(Stored items from a collection)
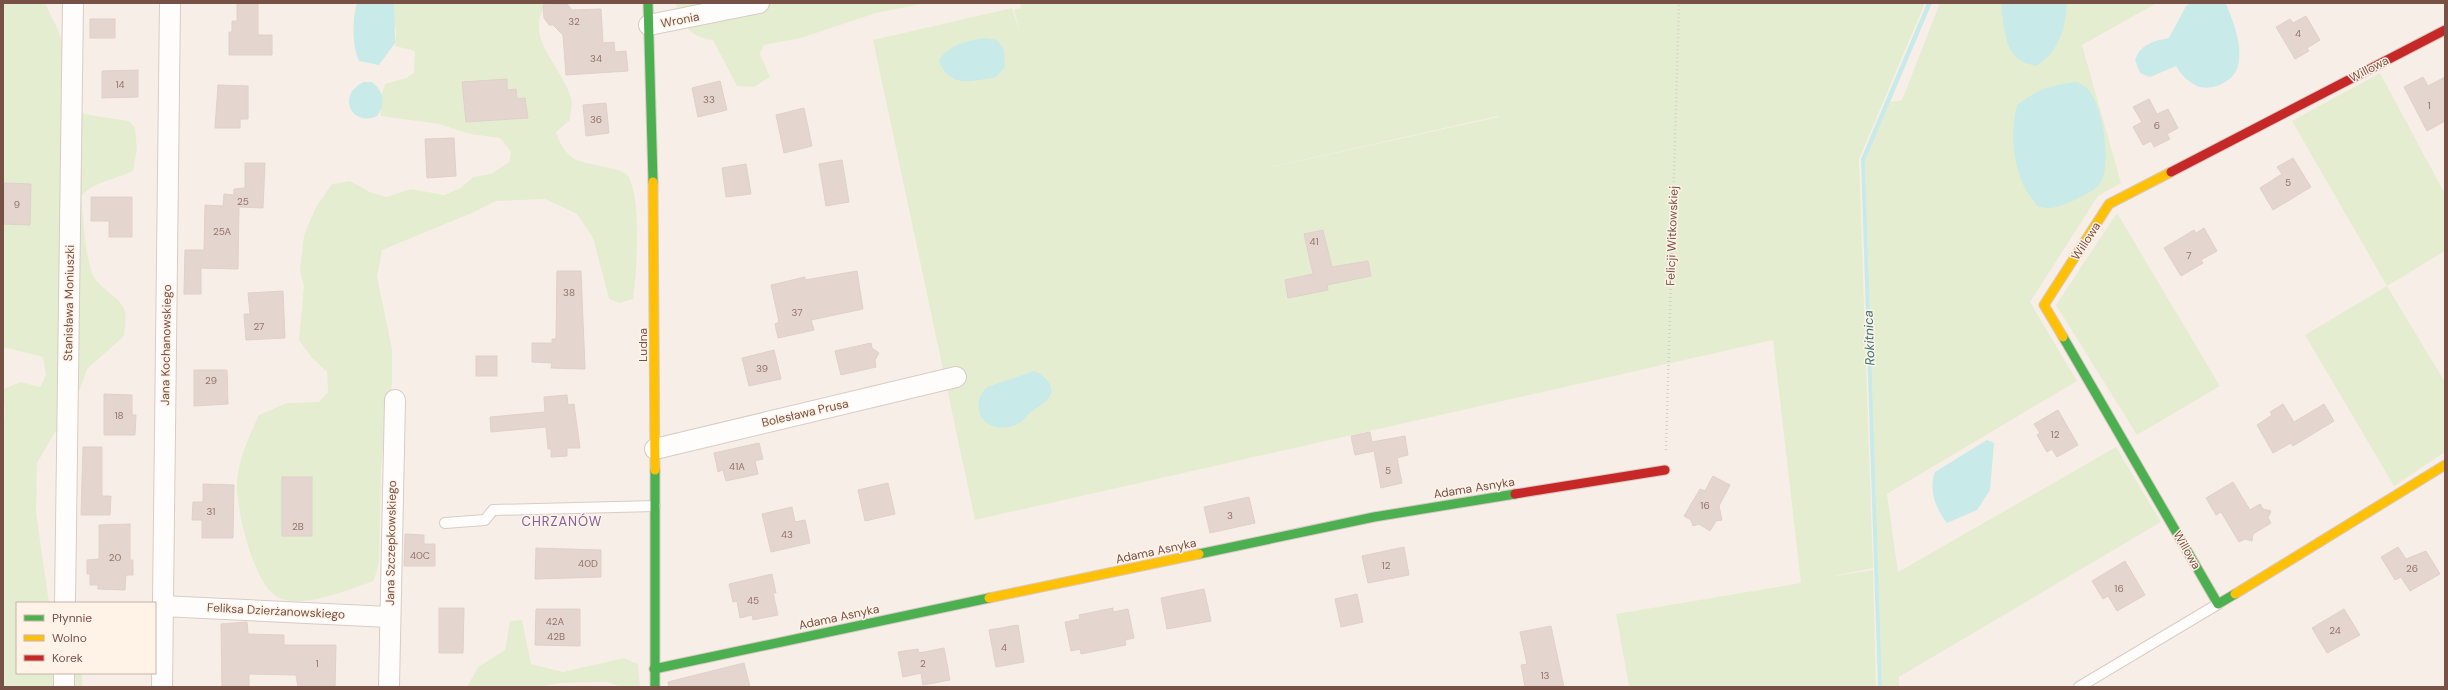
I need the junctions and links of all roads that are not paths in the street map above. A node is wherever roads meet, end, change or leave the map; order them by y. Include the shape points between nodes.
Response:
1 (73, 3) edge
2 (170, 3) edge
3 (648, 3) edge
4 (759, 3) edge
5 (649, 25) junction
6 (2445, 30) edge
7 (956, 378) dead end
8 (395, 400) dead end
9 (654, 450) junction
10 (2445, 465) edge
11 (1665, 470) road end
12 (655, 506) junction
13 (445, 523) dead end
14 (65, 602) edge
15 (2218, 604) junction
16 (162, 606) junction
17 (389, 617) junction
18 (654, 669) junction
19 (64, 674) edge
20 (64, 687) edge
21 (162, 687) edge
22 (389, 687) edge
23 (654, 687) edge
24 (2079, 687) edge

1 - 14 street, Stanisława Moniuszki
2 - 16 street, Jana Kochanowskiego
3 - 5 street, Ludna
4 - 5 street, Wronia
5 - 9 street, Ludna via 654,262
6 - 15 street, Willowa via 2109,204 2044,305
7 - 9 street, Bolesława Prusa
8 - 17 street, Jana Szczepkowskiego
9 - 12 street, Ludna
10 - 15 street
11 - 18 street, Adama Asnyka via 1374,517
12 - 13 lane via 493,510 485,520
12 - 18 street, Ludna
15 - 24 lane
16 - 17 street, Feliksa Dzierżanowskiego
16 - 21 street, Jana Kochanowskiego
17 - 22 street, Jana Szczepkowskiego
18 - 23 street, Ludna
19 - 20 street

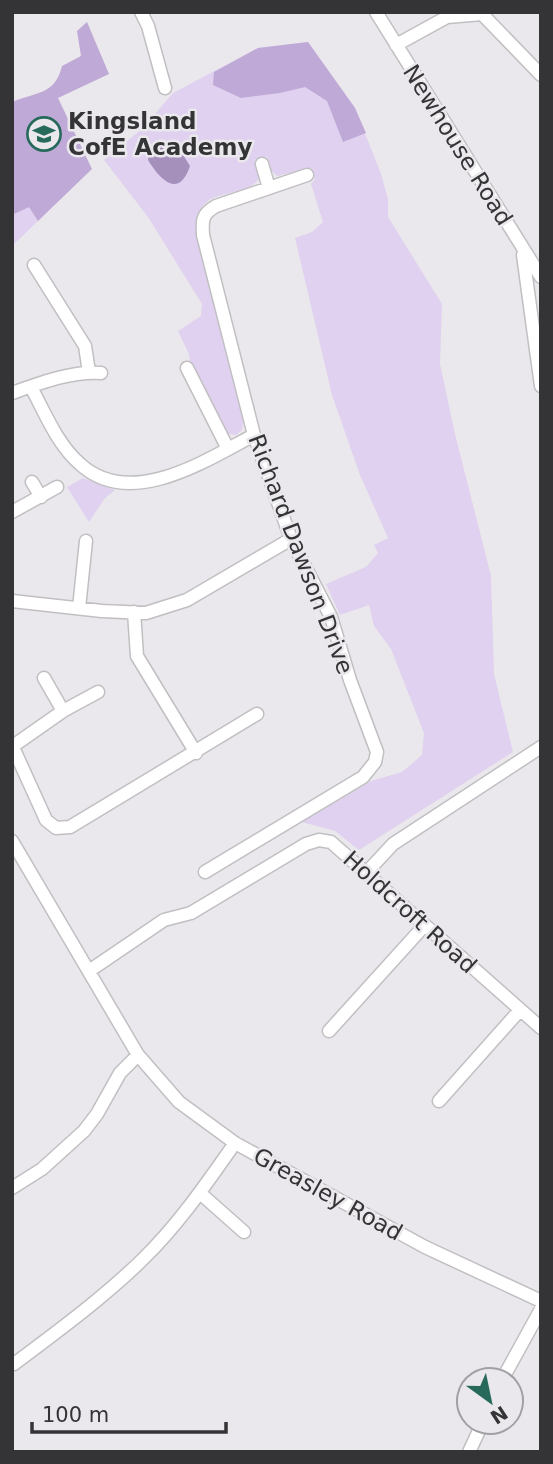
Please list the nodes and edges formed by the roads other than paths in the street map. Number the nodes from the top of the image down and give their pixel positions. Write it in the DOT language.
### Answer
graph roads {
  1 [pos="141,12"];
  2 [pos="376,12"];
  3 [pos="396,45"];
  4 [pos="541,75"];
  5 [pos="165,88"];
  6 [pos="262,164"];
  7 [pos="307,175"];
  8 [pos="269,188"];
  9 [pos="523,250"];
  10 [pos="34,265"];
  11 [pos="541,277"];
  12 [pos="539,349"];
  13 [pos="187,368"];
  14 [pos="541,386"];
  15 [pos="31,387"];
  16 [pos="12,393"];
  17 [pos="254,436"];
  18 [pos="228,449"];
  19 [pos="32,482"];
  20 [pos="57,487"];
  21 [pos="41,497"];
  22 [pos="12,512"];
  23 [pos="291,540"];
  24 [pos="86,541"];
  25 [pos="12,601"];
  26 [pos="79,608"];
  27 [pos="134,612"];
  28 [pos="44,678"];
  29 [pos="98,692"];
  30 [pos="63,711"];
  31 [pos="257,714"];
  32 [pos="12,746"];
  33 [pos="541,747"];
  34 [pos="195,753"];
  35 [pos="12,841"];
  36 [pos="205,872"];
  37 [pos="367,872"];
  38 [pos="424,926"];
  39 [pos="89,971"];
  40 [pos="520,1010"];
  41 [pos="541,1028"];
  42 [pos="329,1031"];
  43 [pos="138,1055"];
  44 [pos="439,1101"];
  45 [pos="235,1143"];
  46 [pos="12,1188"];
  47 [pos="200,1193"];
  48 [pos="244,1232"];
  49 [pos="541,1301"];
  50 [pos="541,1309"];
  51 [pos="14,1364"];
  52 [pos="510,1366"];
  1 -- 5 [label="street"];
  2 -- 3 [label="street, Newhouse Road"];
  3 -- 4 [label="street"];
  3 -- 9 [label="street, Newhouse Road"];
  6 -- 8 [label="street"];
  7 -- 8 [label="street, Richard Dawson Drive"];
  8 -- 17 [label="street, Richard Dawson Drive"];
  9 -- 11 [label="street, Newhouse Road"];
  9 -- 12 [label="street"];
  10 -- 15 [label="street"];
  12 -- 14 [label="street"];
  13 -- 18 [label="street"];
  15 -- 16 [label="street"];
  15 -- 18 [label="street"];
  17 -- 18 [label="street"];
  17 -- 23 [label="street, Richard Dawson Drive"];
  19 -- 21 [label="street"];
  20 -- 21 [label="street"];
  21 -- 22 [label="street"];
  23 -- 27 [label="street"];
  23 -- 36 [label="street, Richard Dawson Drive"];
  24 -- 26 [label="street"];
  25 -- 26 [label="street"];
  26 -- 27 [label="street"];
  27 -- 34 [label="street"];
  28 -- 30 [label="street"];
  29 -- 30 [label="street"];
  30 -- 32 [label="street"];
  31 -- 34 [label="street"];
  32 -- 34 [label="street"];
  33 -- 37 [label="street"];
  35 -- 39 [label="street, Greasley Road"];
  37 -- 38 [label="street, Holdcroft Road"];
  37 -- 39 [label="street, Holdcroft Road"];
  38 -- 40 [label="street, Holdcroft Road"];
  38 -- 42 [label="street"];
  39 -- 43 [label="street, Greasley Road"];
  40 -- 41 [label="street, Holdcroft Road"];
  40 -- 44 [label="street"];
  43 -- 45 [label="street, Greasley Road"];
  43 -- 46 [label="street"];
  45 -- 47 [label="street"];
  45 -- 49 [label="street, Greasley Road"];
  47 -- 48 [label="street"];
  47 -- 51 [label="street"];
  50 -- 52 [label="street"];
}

• **Exercise goal**
From the first line to the last, retype the data exactly, but omit every image.

• **Output**
I need the junctions and links of all roads that are not paths in the street map above. A node is wherever roads meet, end, change or leave the map; order them by y. Include the shape points between nodes.
Response:
1 (73, 3) edge
2 (170, 3) edge
3 (648, 3) edge
4 (759, 3) edge
5 (649, 25) junction
6 (2445, 30) edge
7 (956, 378) dead end
8 (395, 400) dead end
9 (654, 450) junction
10 (2445, 465) edge
11 (1665, 470) road end
12 (655, 506) junction
13 (445, 523) dead end
14 (65, 602) edge
15 (2218, 604) junction
16 (162, 606) junction
17 (389, 617) junction
18 (654, 669) junction
19 (64, 674) edge
20 (64, 687) edge
21 (162, 687) edge
22 (389, 687) edge
23 (654, 687) edge
24 (2079, 687) edge

1 - 14 street, Stanisława Moniuszki
2 - 16 street, Jana Kochanowskiego
3 - 5 street, Ludna
4 - 5 street, Wronia
5 - 9 street, Ludna via 654,262
6 - 15 street, Willowa via 2109,204 2044,305
7 - 9 street, Bolesława Prusa
8 - 17 street, Jana Szczepkowskiego
9 - 12 street, Ludna
10 - 15 street
11 - 18 street, Adama Asnyka via 1374,517
12 - 13 lane via 493,510 485,520
12 - 18 street, Ludna
15 - 24 lane
16 - 17 street, Feliksa Dzierżanowskiego
16 - 21 street, Jana Kochanowskiego
17 - 22 street, Jana Szczepkowskiego
18 - 23 street, Ludna
19 - 20 street

Please list the nodes and edges formed by the roads other than paths in the street map. Number the nodes from the top of the image down and give their pixel positions. Write it in the DOT language.
### Answer
graph roads {
  1 [pos="141,12"];
  2 [pos="376,12"];
  3 [pos="396,45"];
  4 [pos="541,75"];
  5 [pos="165,88"];
  6 [pos="262,164"];
  7 [pos="307,175"];
  8 [pos="269,188"];
  9 [pos="523,250"];
  10 [pos="34,265"];
  11 [pos="541,277"];
  12 [pos="539,349"];
  13 [pos="187,368"];
  14 [pos="541,386"];
  15 [pos="31,387"];
  16 [pos="12,393"];
  17 [pos="254,436"];
  18 [pos="228,449"];
  19 [pos="32,482"];
  20 [pos="57,487"];
  21 [pos="41,497"];
  22 [pos="12,512"];
  23 [pos="291,540"];
  24 [pos="86,541"];
  25 [pos="12,601"];
  26 [pos="79,608"];
  27 [pos="134,612"];
  28 [pos="44,678"];
  29 [pos="98,692"];
  30 [pos="63,711"];
  31 [pos="257,714"];
  32 [pos="12,746"];
  33 [pos="541,747"];
  34 [pos="195,753"];
  35 [pos="12,841"];
  36 [pos="205,872"];
  37 [pos="367,872"];
  38 [pos="424,926"];
  39 [pos="89,971"];
  40 [pos="520,1010"];
  41 [pos="541,1028"];
  42 [pos="329,1031"];
  43 [pos="138,1055"];
  44 [pos="439,1101"];
  45 [pos="235,1143"];
  46 [pos="12,1188"];
  47 [pos="200,1193"];
  48 [pos="244,1232"];
  49 [pos="541,1301"];
  50 [pos="541,1309"];
  51 [pos="14,1364"];
  52 [pos="510,1366"];
  1 -- 5 [label="street"];
  2 -- 3 [label="street, Newhouse Road"];
  3 -- 4 [label="street"];
  3 -- 9 [label="street, Newhouse Road"];
  6 -- 8 [label="street"];
  7 -- 8 [label="street, Richard Dawson Drive"];
  8 -- 17 [label="street, Richard Dawson Drive"];
  9 -- 11 [label="street, Newhouse Road"];
  9 -- 12 [label="street"];
  10 -- 15 [label="street"];
  12 -- 14 [label="street"];
  13 -- 18 [label="street"];
  15 -- 16 [label="street"];
  15 -- 18 [label="street"];
  17 -- 18 [label="street"];
  17 -- 23 [label="street, Richard Dawson Drive"];
  19 -- 21 [label="street"];
  20 -- 21 [label="street"];
  21 -- 22 [label="street"];
  23 -- 27 [label="street"];
  23 -- 36 [label="street, Richard Dawson Drive"];
  24 -- 26 [label="street"];
  25 -- 26 [label="street"];
  26 -- 27 [label="street"];
  27 -- 34 [label="street"];
  28 -- 30 [label="street"];
  29 -- 30 [label="street"];
  30 -- 32 [label="street"];
  31 -- 34 [label="street"];
  32 -- 34 [label="street"];
  33 -- 37 [label="street"];
  35 -- 39 [label="street, Greasley Road"];
  37 -- 38 [label="street, Holdcroft Road"];
  37 -- 39 [label="street, Holdcroft Road"];
  38 -- 40 [label="street, Holdcroft Road"];
  38 -- 42 [label="street"];
  39 -- 43 [label="street, Greasley Road"];
  40 -- 41 [label="street, Holdcroft Road"];
  40 -- 44 [label="street"];
  43 -- 45 [label="street, Greasley Road"];
  43 -- 46 [label="street"];
  45 -- 47 [label="street"];
  45 -- 49 [label="street, Greasley Road"];
  47 -- 48 [label="street"];
  47 -- 51 [label="street"];
  50 -- 52 [label="street"];
}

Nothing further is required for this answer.